Knock knock.

This had to be the 100th door Dewey had knocked on today.

He reminded himself of the $75 prize.

Sell 50 tubs of cookie dough and win the cash. Not a bad incentive for an 11-year-old. Dewey had already sold 23.

Thankfully, there were no limits to how many people could win the prize. Each kid on the traveling team could sell 50. This was big. There weren’t a lot of opportunities to make that kind of cash at that age.

Dewey he had to work harder than his teammates to sell the dough. His parents didn’t have a lot of money and would probably only buy 1 tub. His grandparents on his mom’s side weren’t alive anymore and they didn’t talk to the ones on his dad’s side. Dewey’s friend Martin told him that his parents always bought whatever the fundraiser quota was. No need to bother relatives or walk their son around the neighborhood. Dewey tried not to feel bad that his parents couldn’t afford much by reminding himself that Martin never won any of the prizes.

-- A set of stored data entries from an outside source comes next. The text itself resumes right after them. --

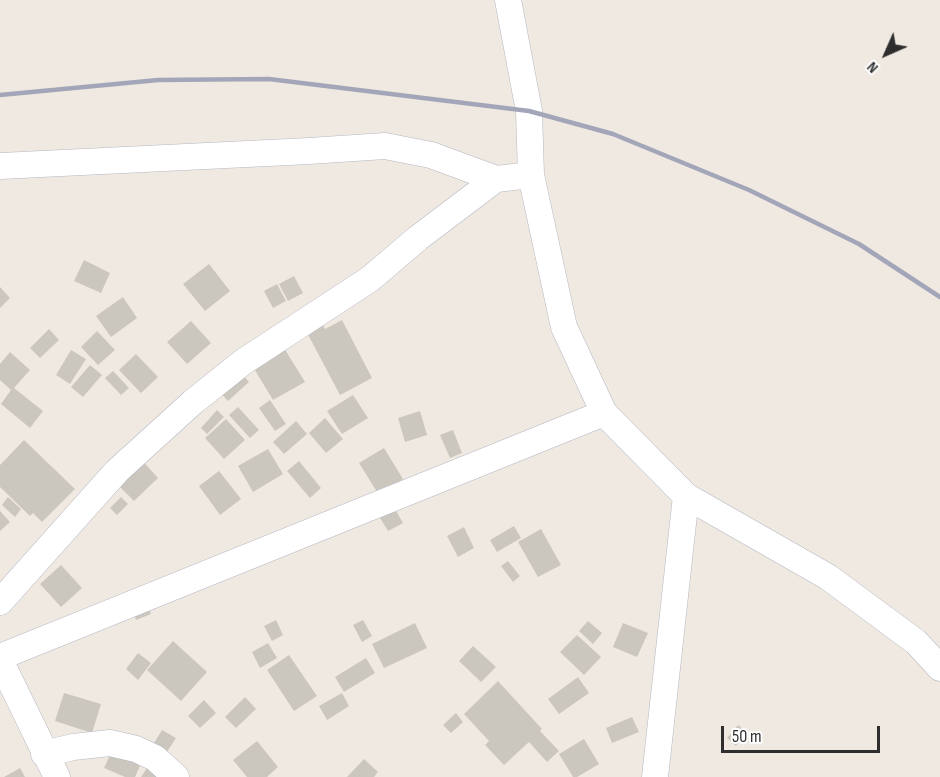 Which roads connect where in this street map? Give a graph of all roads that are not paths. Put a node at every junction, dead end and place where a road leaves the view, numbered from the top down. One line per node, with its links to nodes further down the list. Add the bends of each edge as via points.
1 (508, 0): 3 (street, via 529,111)
2 (0, 166): 4 (street, via 385,146 431,155)
3 (531, 175): 4 (street); 5 (street, via 564,327)
4 (496, 179): 7 (street, via 370,279 243,362 193,402 117,471)
5 (604, 413): 6 (street); 8 (street)
6 (686, 496): 9 (street, via 828,577 916,642); 13 (street)
7 (0, 602)
8 (0, 658): 10 (street)
9 (940, 668)
10 (45, 754): 11 (street); 12 (street, via 110,743 155,758)
11 (57, 777)
12 (176, 777)
13 (655, 777) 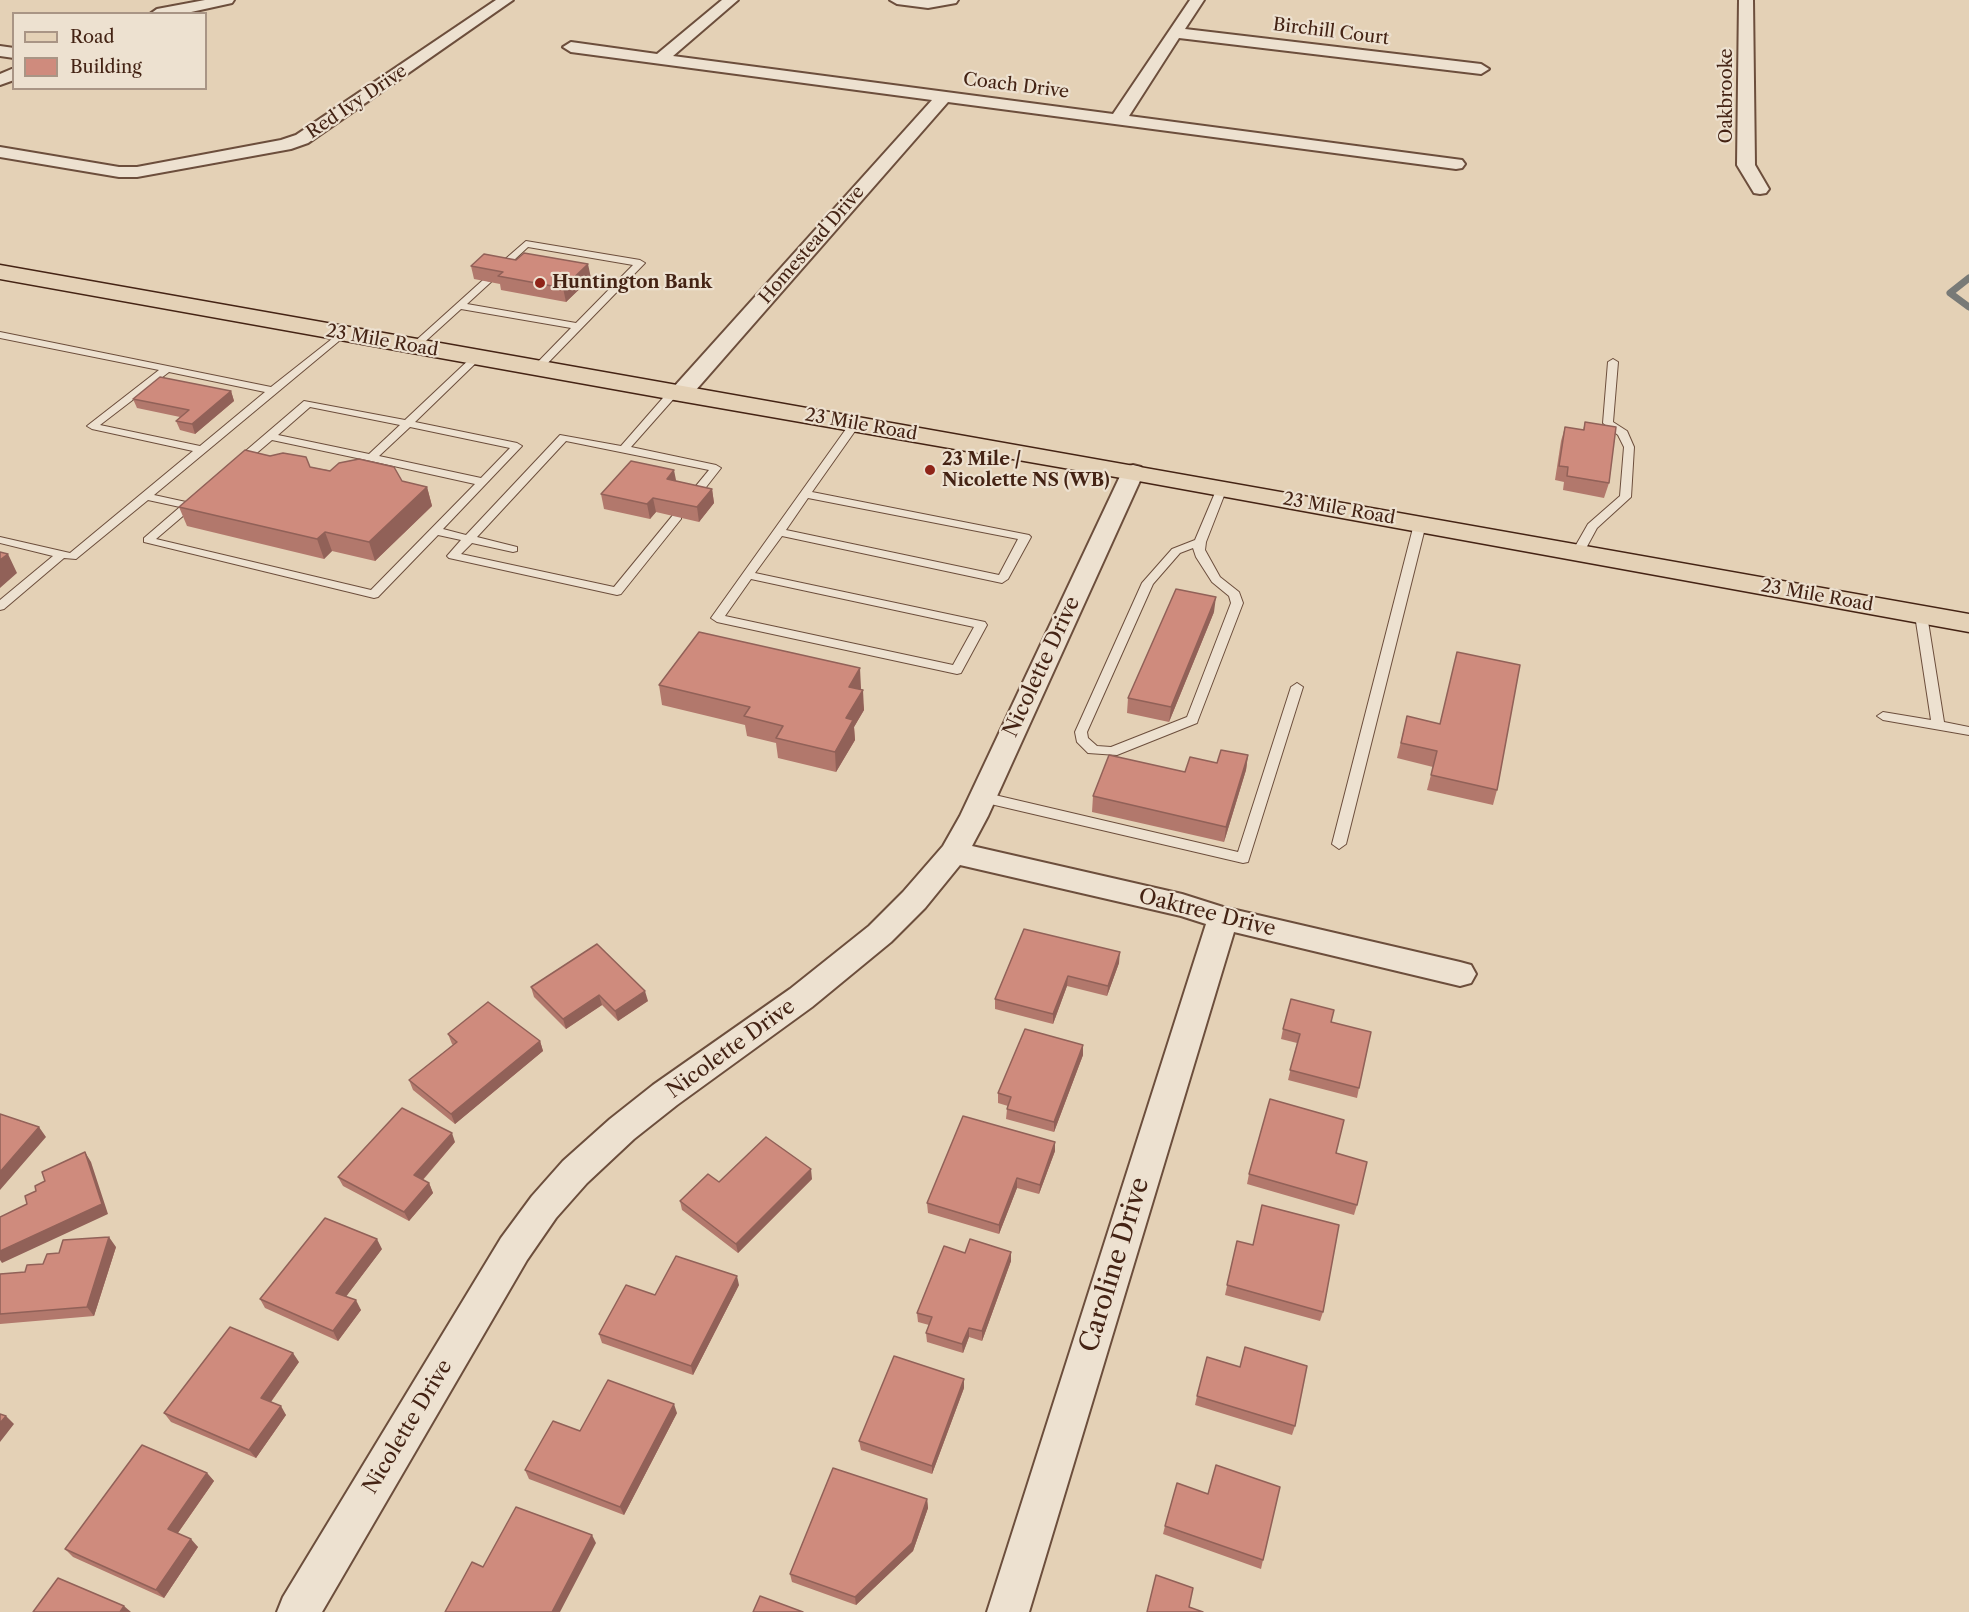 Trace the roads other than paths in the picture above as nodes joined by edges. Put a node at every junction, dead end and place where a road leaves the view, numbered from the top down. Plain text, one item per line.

He stood on the porch of the only orange house on the block, probably the neighborhood. Why didn’t this house have a doorbell? And why such a bright shade of orange? Going door-to-door had put Dewey in more strangers homes than he’d ever thought he’d be in. Funny how adults told you not to talk to strangers until they realized they needed to fundraise for next year’s new basketball jerseys.

Right when Dewey was about to give up on the orange house and turn away, the grey door squeaked open. A slight man appeared from behind it. Wearing a striped shirt and stocking cap, the man reminded Dewey of Waldo from the Where’s Waldo books he always looked at when he got bored.

The Waldo look-alike asked if he could help. Dewey went straight into his rehearsed spiel.

Hi, my name is Dewey and I play small forward on Central Elementary’s traveling basketball team. Over the next two weeks, we’re selling delicious tubs of cookie dough to community members to raise money for new basketball jerseys. This fundraiser also helps cover costs for our tournament entry fees. If I can sell 50 tubs in the next 2 weeks, I’ll win $75. We have chocolate chip, sugar, and peanut butter cookie dough. They’re $10 a tub. Can I interest you in purchasing one?

Dewey was thankful his dad had helped him come up with the sales pitch. His dad worked at the local radio station as a disc jockey. He was good with words, but probably in the wrong business to make much money off his skill.

The pitch must have worked because the slight man had grabbed Dewey’s sales pamphlet out of his hands. He seemed to be studying the flavors earnestly, as if the decision before him was much more serious than it was. Dewey informed him that the cookie dough would arrive in 6 weeks. If the man chose to buy any, Dewey would return to drop off the goods. The man finally decided that he would like all three flavors.

Dewey’s face lit up. He handed the paperwork over to the man and began humming quietly to himself. 26 tubs sold. He was over the halfway mark. This was the first time he had sold 3 tubs at 1 house. Maybe the orange color was lucky.

Feeling emboldened by the big sale, he asked the man why his house was orange.

The man told him a story about a drunk driver who once crashed into his house late at night. Being awakened by a Honda Accord in your living room was no pleasantry. Thankfully, the insurance covered the damage. In order to prevent future accidents, the man had painted the house the brightest color orange the hardware store had in stock.

Walking back home, Dewey wondered how bright paint would ever help a drunk driver slam on the breaks. Sitting at the kitchen table that night for dinner, Dewey’s mom informed him that the skinny man in the orange house was crazy. At least, that’s what all his neighbors claimed.

Dewey nodded towards his mom, but internally he reasoned that the strange man was the sanest one in the whole neighborhood. He had bought 3 tubs of cookie dough, after all. That man recognized a good deal on delicious cookie dough when he saw one.

And Dewey was well on his way to that $75 prize.